Historically, HSBC employed a traditional approach to re-engagement. The bank would pull a list of customers that fit a certain set of criteria, mail them an offer, wait to see what happened and then track the results in the back end over time.
There’s nothing wrong with that technique, but it didn’t tell HSBC what it really wanted to know, which was how to pinpoint the most appropriate offers for any given user, said Jesse Wolfersberger, chief data officer at Maritz Motivation Solutions, which has managed HSBC’s rewards program for several years.
“In other words, what is the right carrot to get people to be more connected with the brand and to move more business more efficiently?” Wolfersberger said.

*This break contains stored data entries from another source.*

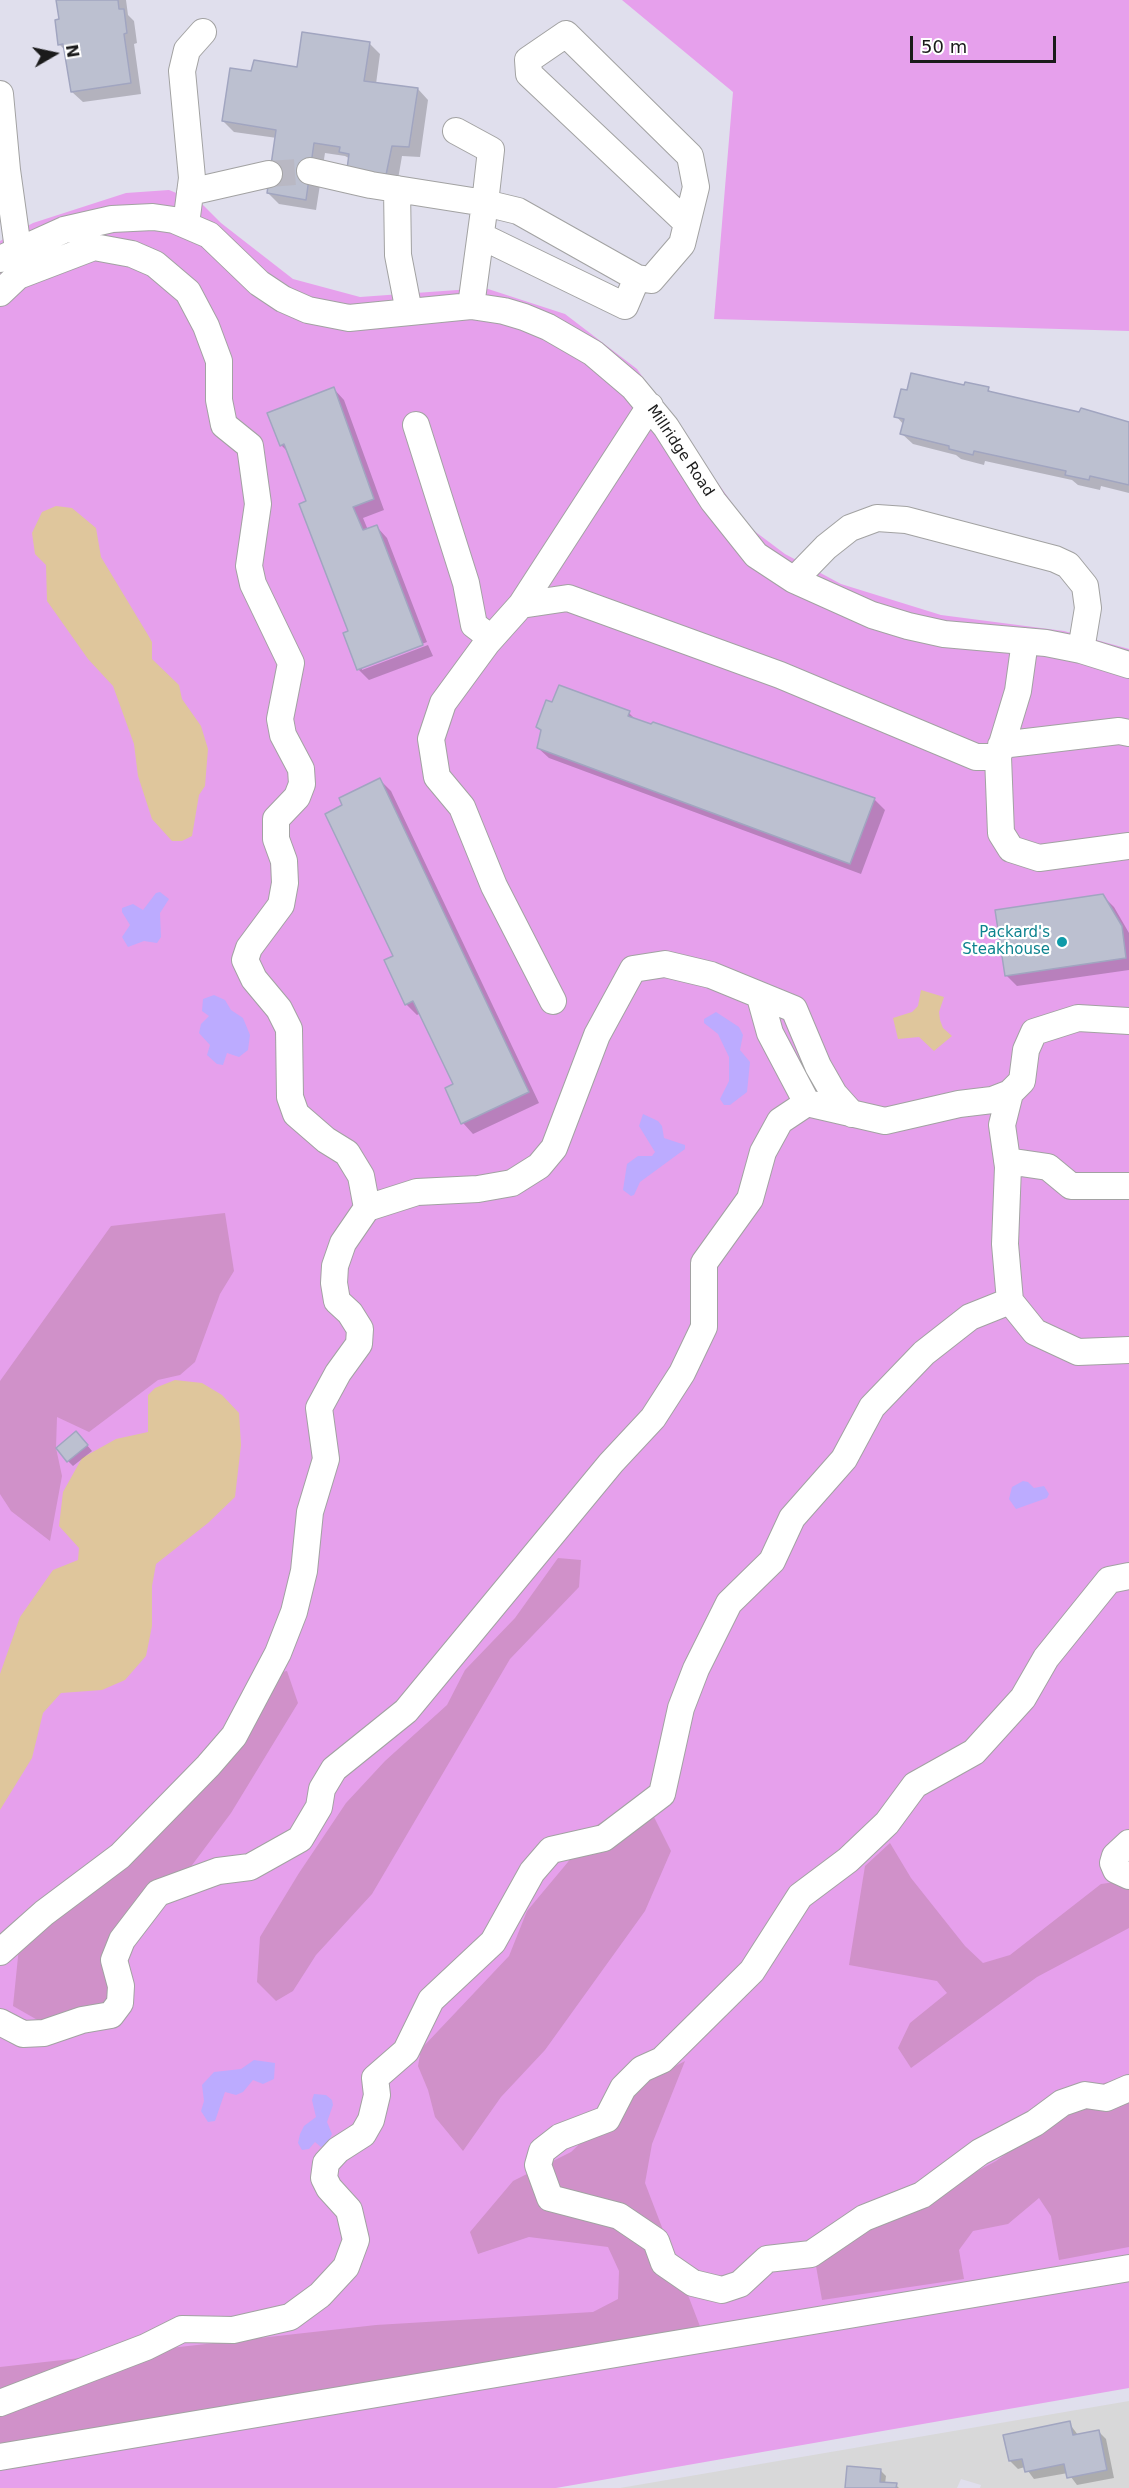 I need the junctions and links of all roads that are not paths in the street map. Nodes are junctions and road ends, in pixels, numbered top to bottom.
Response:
1 (203, 32) dead end
2 (0, 94) edge
3 (456, 131) dead end
4 (3, 166) edge
5 (310, 171) tunnel mouth
6 (270, 174) tunnel mouth
7 (397, 189) junction
8 (190, 192) junction
9 (485, 203) junction
10 (687, 223) junction
11 (186, 224) junction
12 (481, 236) junction
13 (9, 254) edge
14 (637, 278) junction
15 (0, 293) edge
16 (471, 306) junction
17 (409, 312) junction
18 (650, 406) junction
19 (416, 425) dead end
20 (795, 580) junction
21 (521, 605) junction
22 (491, 638) junction
23 (1025, 641) junction
24 (1081, 650) junction
25 (1129, 665) edge
26 (1129, 733) edge
27 (999, 751) junction
28 (1129, 846) edge
29 (760, 997) junction
30 (553, 1001) dead end
31 (1129, 1021) edge
32 (1010, 1093) junction
33 (807, 1103) junction
34 (852, 1114) junction
35 (1007, 1161) junction
36 (1129, 1186) edge
37 (367, 1208) junction
38 (1010, 1301) junction
39 (1129, 1350) edge
40 (1129, 1576) edge
41 (1129, 1843) edge
42 (1129, 1876) edge
43 (0, 1952) edge
44 (0, 2022) edge
45 (1129, 2088) edge
46 (1129, 2268) edge
47 (0, 2403) edge
48 (0, 2457) edge

1 - 8 street
2 - 4 street
3 - 9 street
4 - 13 street
5 - 7 street
6 - 8 street
7 - 9 street
7 - 17 street
8 - 11 street
9 - 12 street
9 - 14 street
10 - 10 street
10 - 14 street
11 - 13 street, Millridge Road
11 - 17 street, Millridge Road
12 - 14 street
12 - 16 street
15 - 37 street
16 - 17 street, Millridge Road
16 - 18 street, Millridge Road
18 - 20 street, Millridge Road
18 - 21 street
19 - 22 street
20 - 23 street, Millridge Road
20 - 24 street
21 - 22 street
21 - 27 street
22 - 30 street
23 - 24 street, Millridge Road
23 - 27 street
24 - 25 street, Millridge Road
26 - 27 street
27 - 28 street
29 - 33 street
29 - 34 street
29 - 37 street
31 - 32 street
32 - 34 street
32 - 35 street
33 - 34 street
33 - 44 street
35 - 36 street
35 - 38 street
37 - 43 street
38 - 39 street
38 - 47 street
40 - 45 street
41 - 42 street
46 - 48 street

To try and identify the best carrots for the job, HSBC worked with Maritz to examine usage and rewards redemption patterns among its credit card holders in relation to their point balance.
“With this intelligence, we could come up with a number of variables we felt to be predictive of intent,” Ahearn said.
HSBC used an algorithm devised by Maritz to identify which types of people might be inclined to redeem their points for certain offers, even if they had never redeemed for those offers before.
In a pilot test, HSBC sent emails to 75,000 cardholders based on suggestions made by the Maritz algorithm. Seventy percent of those who received the email offers and redeemed their points did so in a category recommended by the algorithm.
People who commonly spend money on public transportation and at drinking establishments, for example, are likely to be interested in travel. These traits aren’t necessarily obvious, but they make sense in retrospect, Wolfersberger said: Travelers aren’t afraid of other people and they like getting out of the house.
“If you’d started with the hypothesis first, though, you’d have looked at everyone who used points for travel in the past, which would only get you part of the way there,” he said.
That net wouldn’t catch those who may want to use their points for travel but haven’t yet, for whatever reason.
The goal here is to “open people’s eyes to the fact that there are other avenues for how they can use their points,” said Ahearn, who noted that HSBC is discussing how to turn the pilot test into an always-on program.
“Customers can see that their points have more utility and value than they may have previously been aware of,” Ahearn said. “We’re using data and algorithms to introduce ideas that may not be someone’s first preference but that are still very relevant.”